Dopo il periodo di fermo biologico imposto dal 1° al 20 settembre di ogni anno, per evitare un eccessivo sfruttamento dell’ambiente durante un momento fondamentale per la maturazione dei corpi fruttiferi, ad anticipare l’autunno ecco dunque il “Capodanno del Tartufo” organizzato dall’Ente Fiera Internazionale del Tartufo Bianco d’Alba in collaborazione con lo storico partner del Consorzio Alta Langa, per brindare con un calice di bollicine piemontesi insieme alla Regione Piemonte, alla Città di Alba e alla Città di Asti e ai più importanti attori della filiera di valorizzazione del territorio: l’Ente Turismo Langhe Monferrato Roero, il Centro Nazionale Studi Tartufo, l’Unione delle Associazioni Trifulau Piemontesi e i rappresentanti di tutte le Fiere nazionali e regionali del Tartufo bianco in Piemonte.

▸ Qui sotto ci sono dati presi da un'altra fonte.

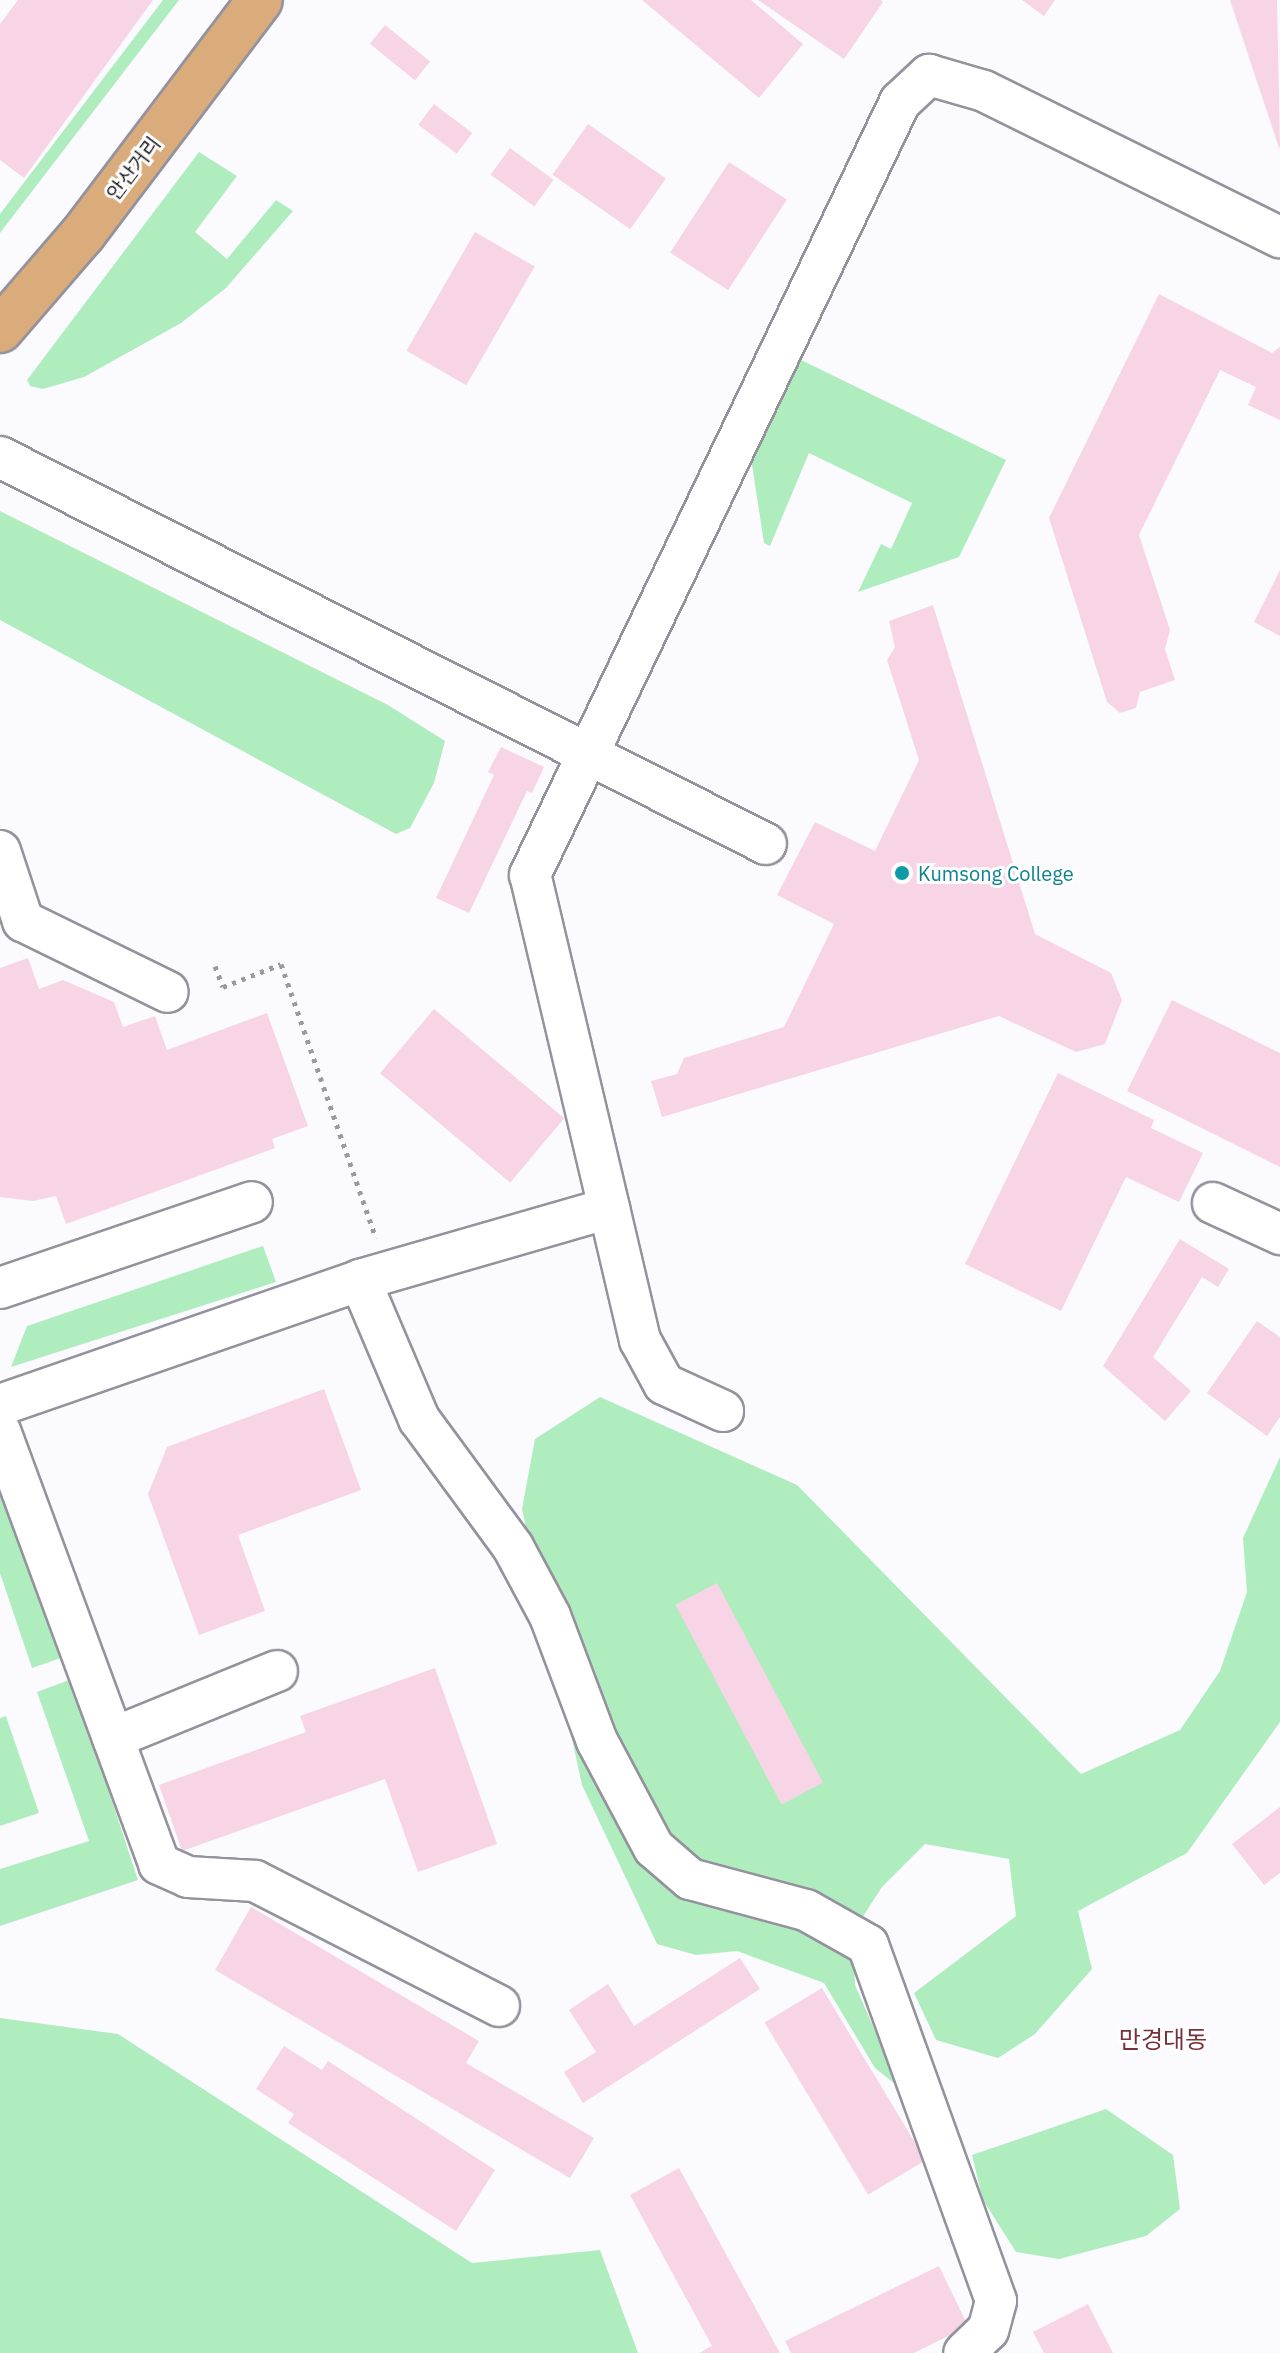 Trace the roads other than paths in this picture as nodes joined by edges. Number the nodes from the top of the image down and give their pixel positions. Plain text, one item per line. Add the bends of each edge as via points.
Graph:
1 (260, 0) edge
2 (1280, 237) edge
3 (0, 330) edge
4 (0, 457) edge
5 (590, 755) junction
6 (766, 844) dead end
7 (0, 851) edge
8 (168, 992) dead end
9 (252, 1202) dead end
10 (1213, 1203) dead end
11 (609, 1208) junction
12 (1280, 1234) edge
13 (374, 1276) junction
14 (0, 1288) edge
15 (0, 1405) edge
16 (723, 1411) dead end
17 (0, 1431) edge
18 (277, 1671) dead end
19 (113, 1738) junction
20 (499, 2006) dead end
21 (964, 2353) edge

1 - 3 main road, 안산거리 via 83,234
2 - 5 street via 984,91 929,75 900,102
4 - 5 street
5 - 6 street
5 - 11 street via 530,875
7 - 8 street via 23,921
9 - 14 street
10 - 12 street
11 - 13 street
11 - 16 street via 640,1340 664,1384
13 - 15 street
13 - 21 street via 419,1419 513,1547 550,1616 597,1741 654,1848 690,1879 806,1910 868,1945 996,2301 988,2330
17 - 19 street
18 - 19 street
19 - 20 street via 159,1864 188,1877 255,1881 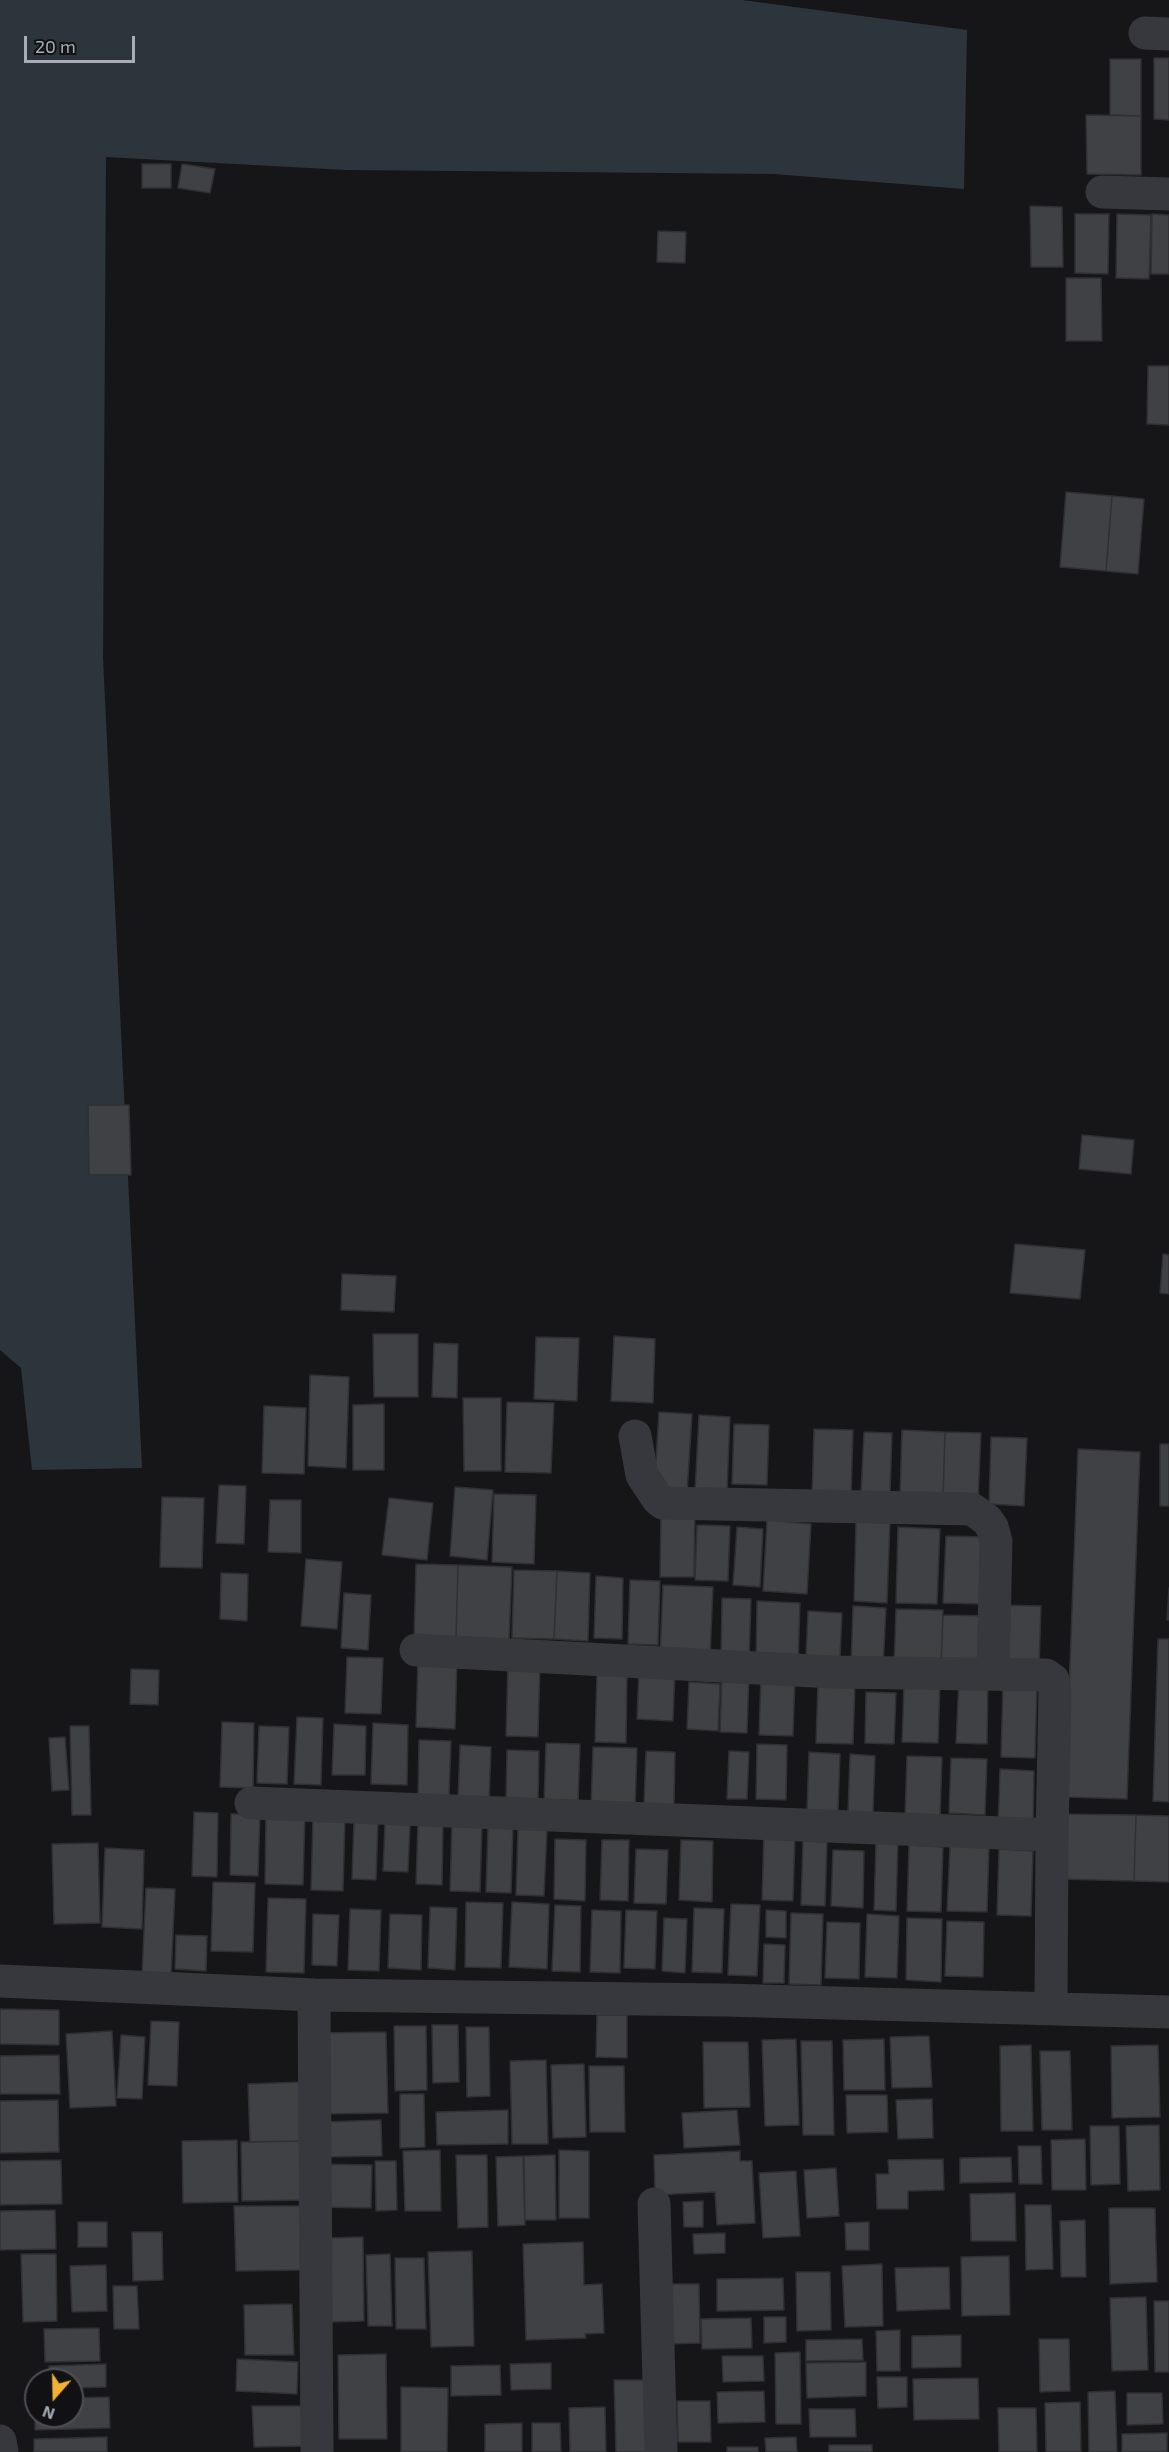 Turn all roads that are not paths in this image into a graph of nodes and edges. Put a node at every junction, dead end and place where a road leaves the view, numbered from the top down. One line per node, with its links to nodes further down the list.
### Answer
1 (1102, 192): 2 (street)
2 (1169, 194)
3 (635, 1436): 5 (street)
4 (416, 1650): 5 (street)
5 (993, 1674): 7 (street)
6 (251, 1803): 7 (street)
7 (1052, 1835): 10 (street)
8 (0, 1981): 9 (street)
9 (314, 1995): 10 (street); 15 (street)
10 (1051, 2007): 11 (street)
11 (1169, 2012)
12 (654, 2205): 16 (street)
13 (0, 2441): 14 (street)
14 (2, 2452)
15 (317, 2452)
16 (661, 2452)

Teatro dei festeggiamenti di quest’anno, lo splendido scenario della scuola di danza Orsolina 28, a Moncalvo: uno spazio al servizio del linguaggio universale delle arti e che trascende il tempo, in cui i colori, i suoni e i profumi della natura, con i doni e le sorprese delle stagioni, si mescolano alla dolcezza e all’armonia del paesaggio, dando vita a un luogo unico e incantevole.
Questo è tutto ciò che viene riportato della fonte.